Chapter 30 HUNTER

HUNTER

CLEO SCREAMS IN PAIN, and I bolt out of the shower, not even bothering to shut the water off.

I wrap a towel around my waist and hustle out of my cubicle to find Cleo’s been grabbed by Blue Braid, who’s twisting her arm up behind her back.

Marguerite shows up a moment later, also in a towel, and shoots me a questioning look. I force myself to shrug, force myself to keep my expression neutral, even though my heart rate’s surging. Years in the corporate world have at least taught me which mask I need right now.
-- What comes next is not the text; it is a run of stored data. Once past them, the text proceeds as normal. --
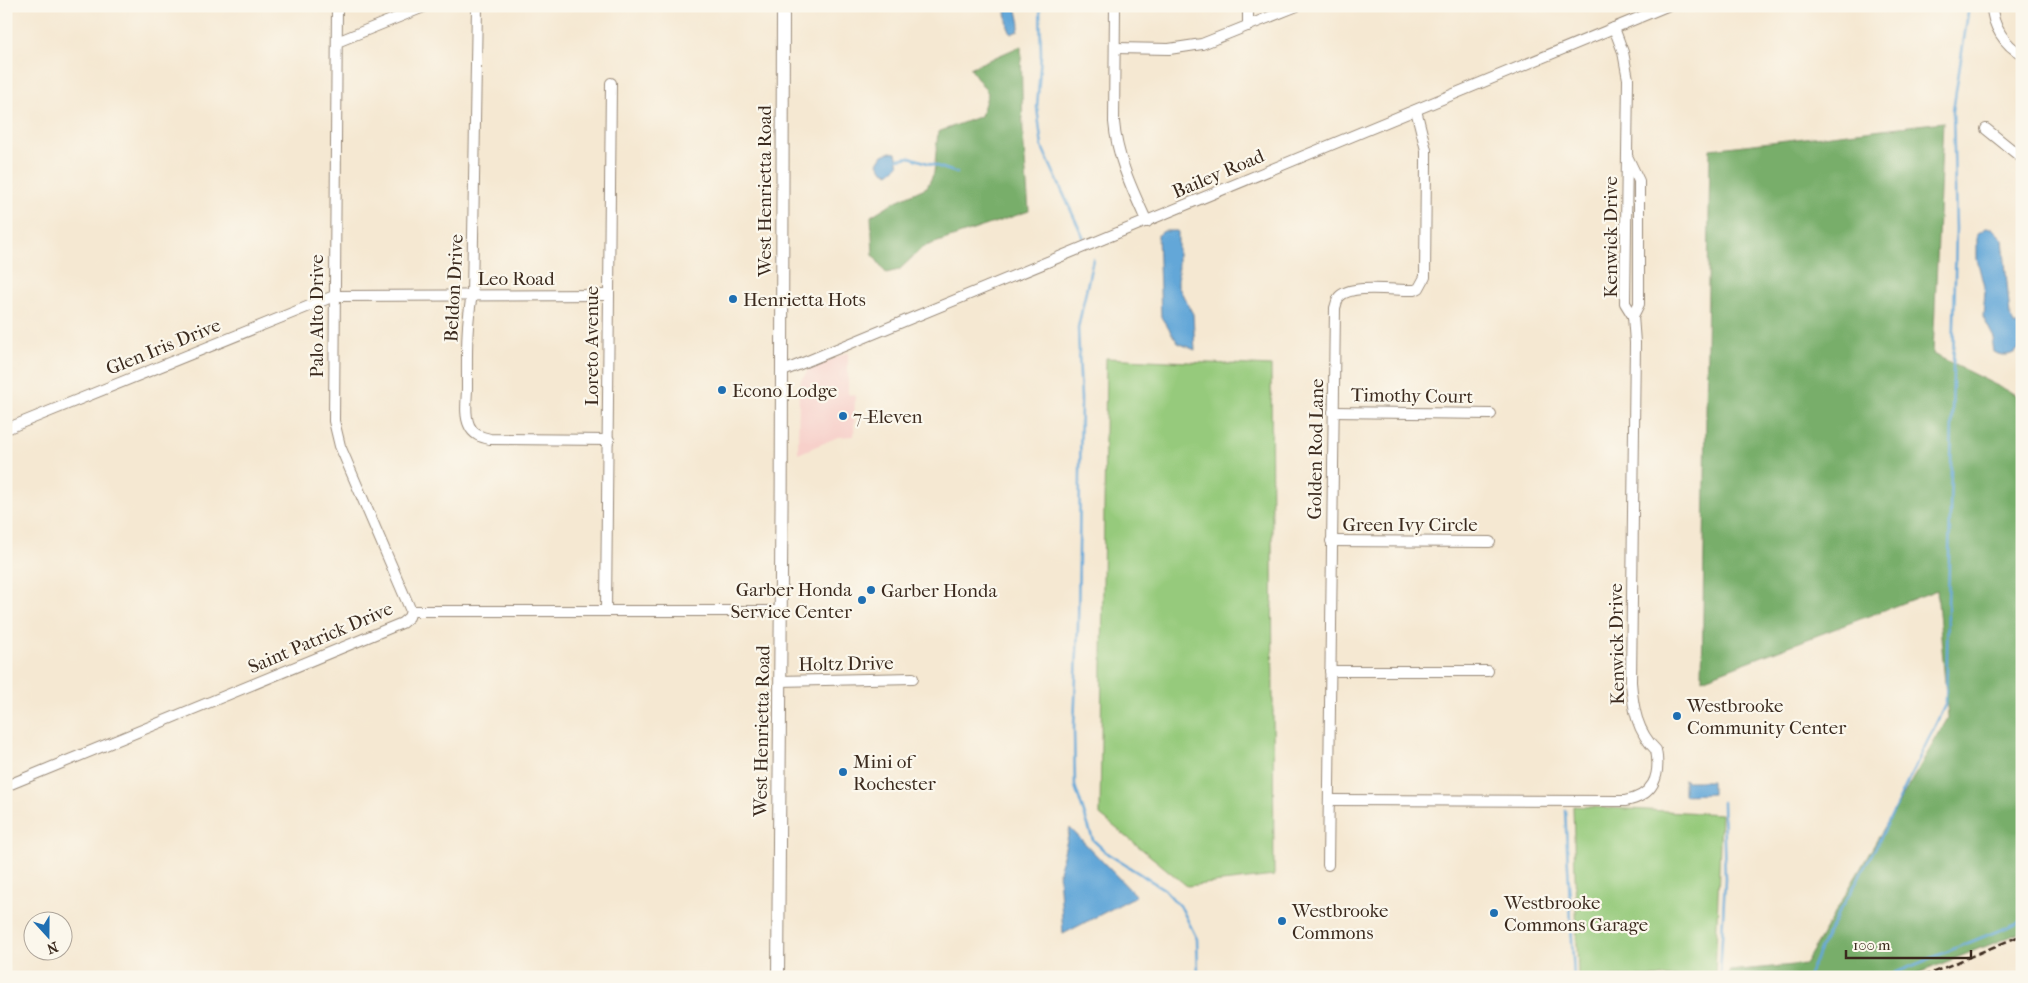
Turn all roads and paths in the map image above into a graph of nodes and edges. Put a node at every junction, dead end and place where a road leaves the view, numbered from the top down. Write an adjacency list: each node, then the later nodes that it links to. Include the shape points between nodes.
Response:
1 (337, 6): 12 (street, Palo Alto Drive)
2 (426, 6): 12 (street)
3 (477, 6): 20 (street, Beldon Drive)
4 (784, 6): 23 (main road, West Henrietta Road)
5 (1115, 6): 13 (street)
6 (1248, 6): 10 (street)
7 (1297, 6): 10 (street)
8 (1667, 6): 11 (street, Bailey Road)
9 (1992, 6): 14 (street, via 1996,26 2009,48)
10 (1248, 26): 13 (street, via 1185,48)
11 (1614, 28): 16 (street, Bailey Road); 38 (street, Kenwick Drive, via 1627,66 1626,303 1634,316 1635,343 1631,682 1640,730 1656,750 1653,784 1642,796 1625,801)
12 (336, 42): 22 (street, Palo Alto Drive)
13 (1115, 48): 19 (street, via 1116,141 1127,178)
14 (2022, 54)
15 (611, 83): 21 (street, Loreto Avenue)
16 (1416, 110): 19 (street, Bailey Road); 24 (street, Golden Rod Lane, via 1426,150 1425,277 1415,290 1355,290 1339,297 1334,315)
17 (1986, 130): 18 (street)
18 (2022, 158)
19 (1147, 222): 23 (street, Bailey Road)
20 (472, 295): 21 (street, Leo Road); 22 (street, Leo Road); 27 (street, Beldon Drive, via 468,312 467,418 472,431 490,439)
21 (609, 295): 27 (street, Loreto Avenue)
22 (334, 296): 26 (street, Glen Iris Drive); 31 (street, Palo Alto Drive, via 333,411 336,433)
23 (781, 372): 32 (main road, West Henrietta Road)
24 (1333, 412): 25 (street, Timothy Court); 28 (street, Golden Rod Lane)
25 (1491, 414)
26 (6, 429)
27 (609, 440): 30 (street, Loreto Avenue)
28 (1331, 541): 29 (street, Green Ivy Circle); 34 (street, Golden Rod Lane)
29 (1490, 542)
30 (606, 610): 31 (street, Saint Patrick Drive); 32 (street, Saint Patrick Drive)
31 (411, 611): 37 (street, Saint Patrick Drive, via 402,622)
32 (781, 611): 36 (main road, West Henrietta Road)
33 (1488, 671): 34 (street)
34 (1330, 672): 38 (street, Golden Rod Lane)
35 (913, 678): 36 (street, Holtz Drive)
36 (780, 681): 40 (main road, West Henrietta Road)
37 (6, 786)
38 (1329, 800): 39 (street, Golden Rod Lane)
39 (1328, 866)
40 (778, 977)

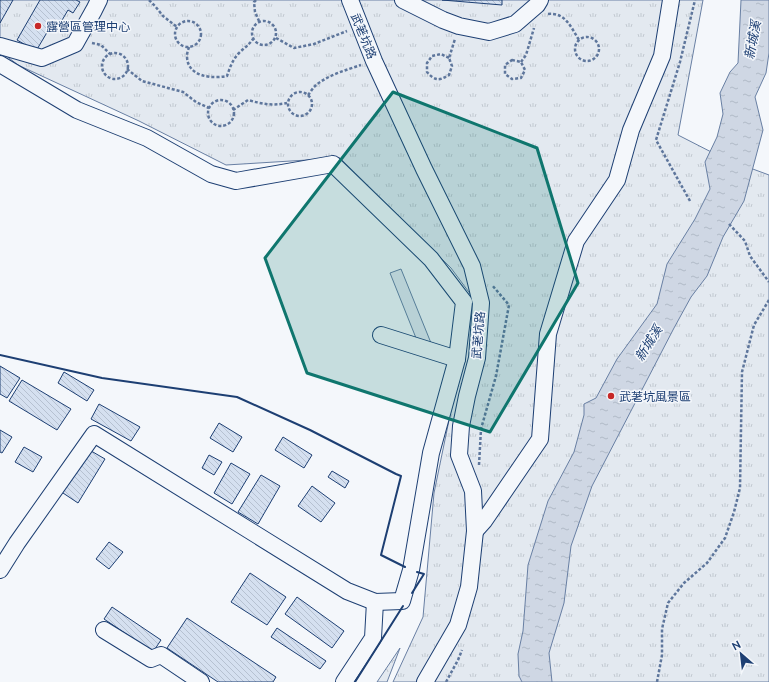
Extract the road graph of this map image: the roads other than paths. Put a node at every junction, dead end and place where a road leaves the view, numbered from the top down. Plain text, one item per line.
1 (99, 0) edge
2 (350, 0) edge
3 (403, 0) edge
4 (671, 0) edge
5 (538, 3) edge
6 (0, 46) edge
7 (0, 64) edge
8 (381, 335) dead end
9 (457, 359) junction
10 (475, 531) junction
11 (0, 570) edge
12 (375, 602) junction
13 (104, 630) dead end
14 (201, 682) edge
15 (344, 682) edge
16 (424, 682) edge

1 - 6 street
2 - 10 street, 武荖坑路
3 - 5 street
4 - 10 street
7 - 9 street
8 - 9 street
9 - 12 street
10 - 16 street, 武荖坑路
11 - 12 street
12 - 15 street
13 - 14 street

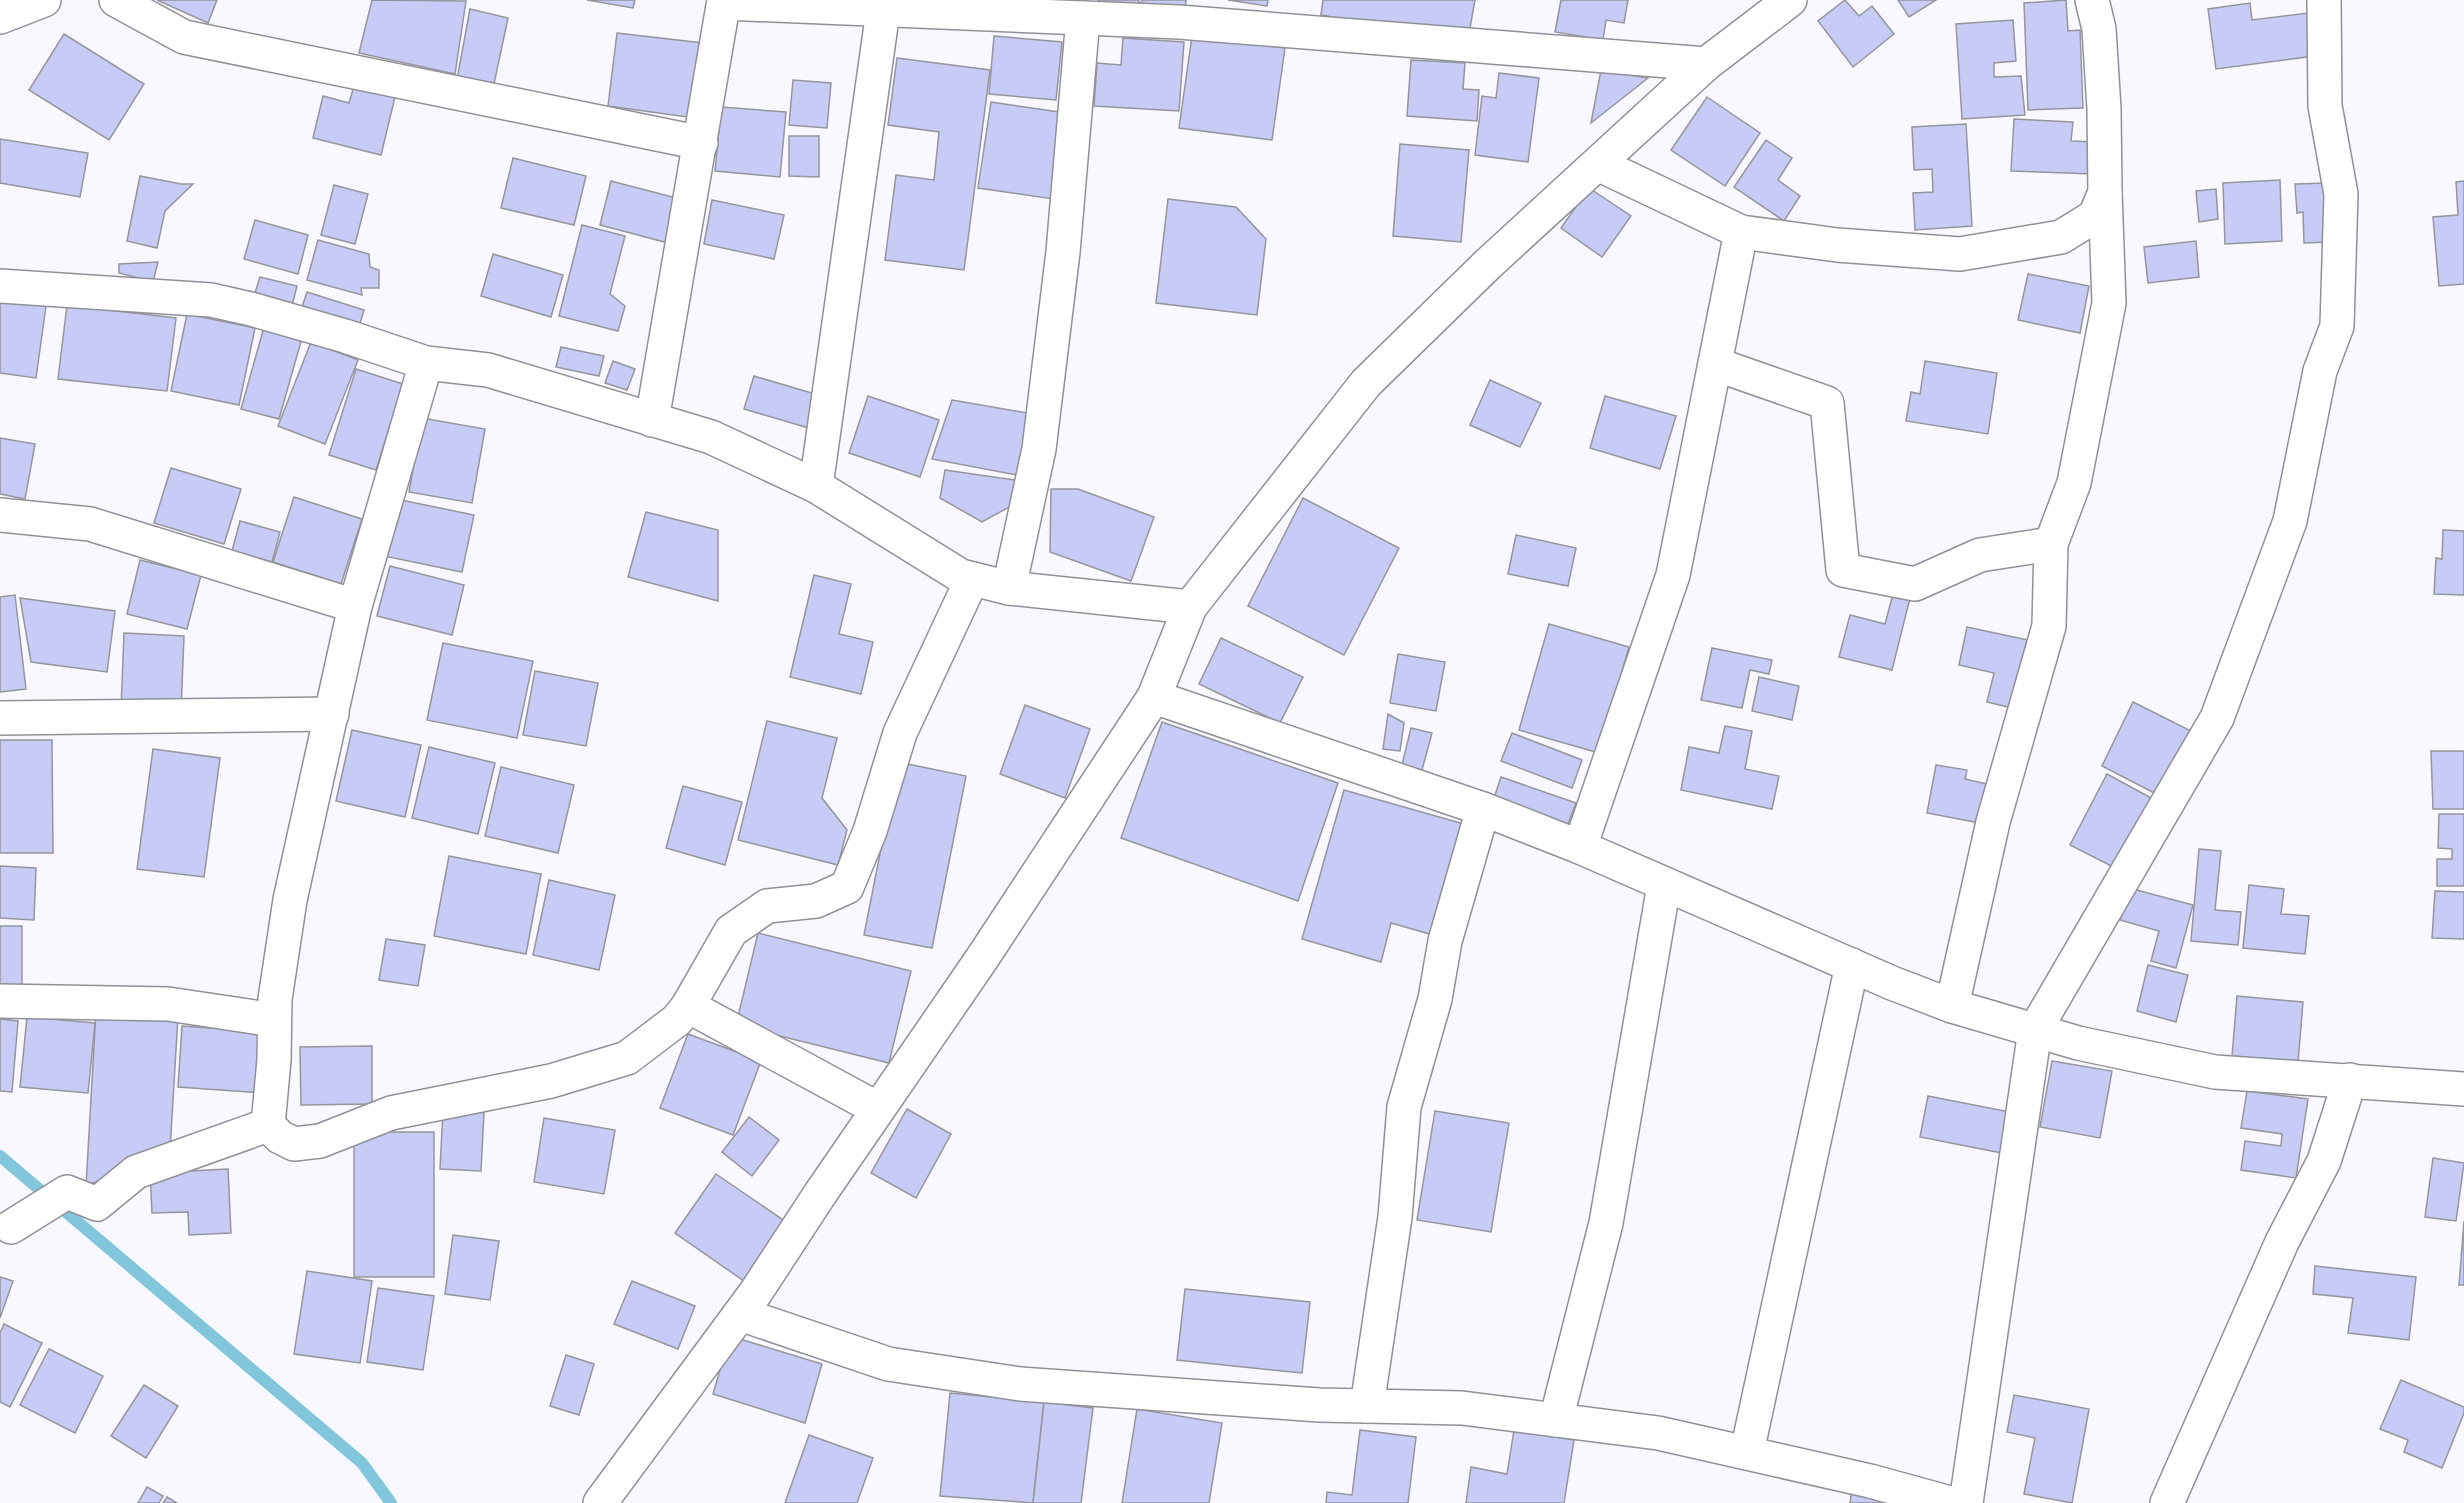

Blue Braid reaches forward to wrench a cuff from Cleo’s hand, then offers it to my sister. Marguerite leans forward to take it slowly, and my heart sinks as I see the shine on it – it’s hers.

Marguerite carefully curls it around her wrist and then lifts her gaze to study Cleo. Then she shakes her head. ‘If she’s not prepared to play with us, then get her out of the way,’ she says crisply.

‘Wait,’ I manage, going cold inside. ‘Wait, what are you going to—’

‘Get it together,’ Marguerite snaps, rolling her eyes. ‘Nobody’s shooting your girlfriend. But if you think we’re taking her with us, you’re insane.’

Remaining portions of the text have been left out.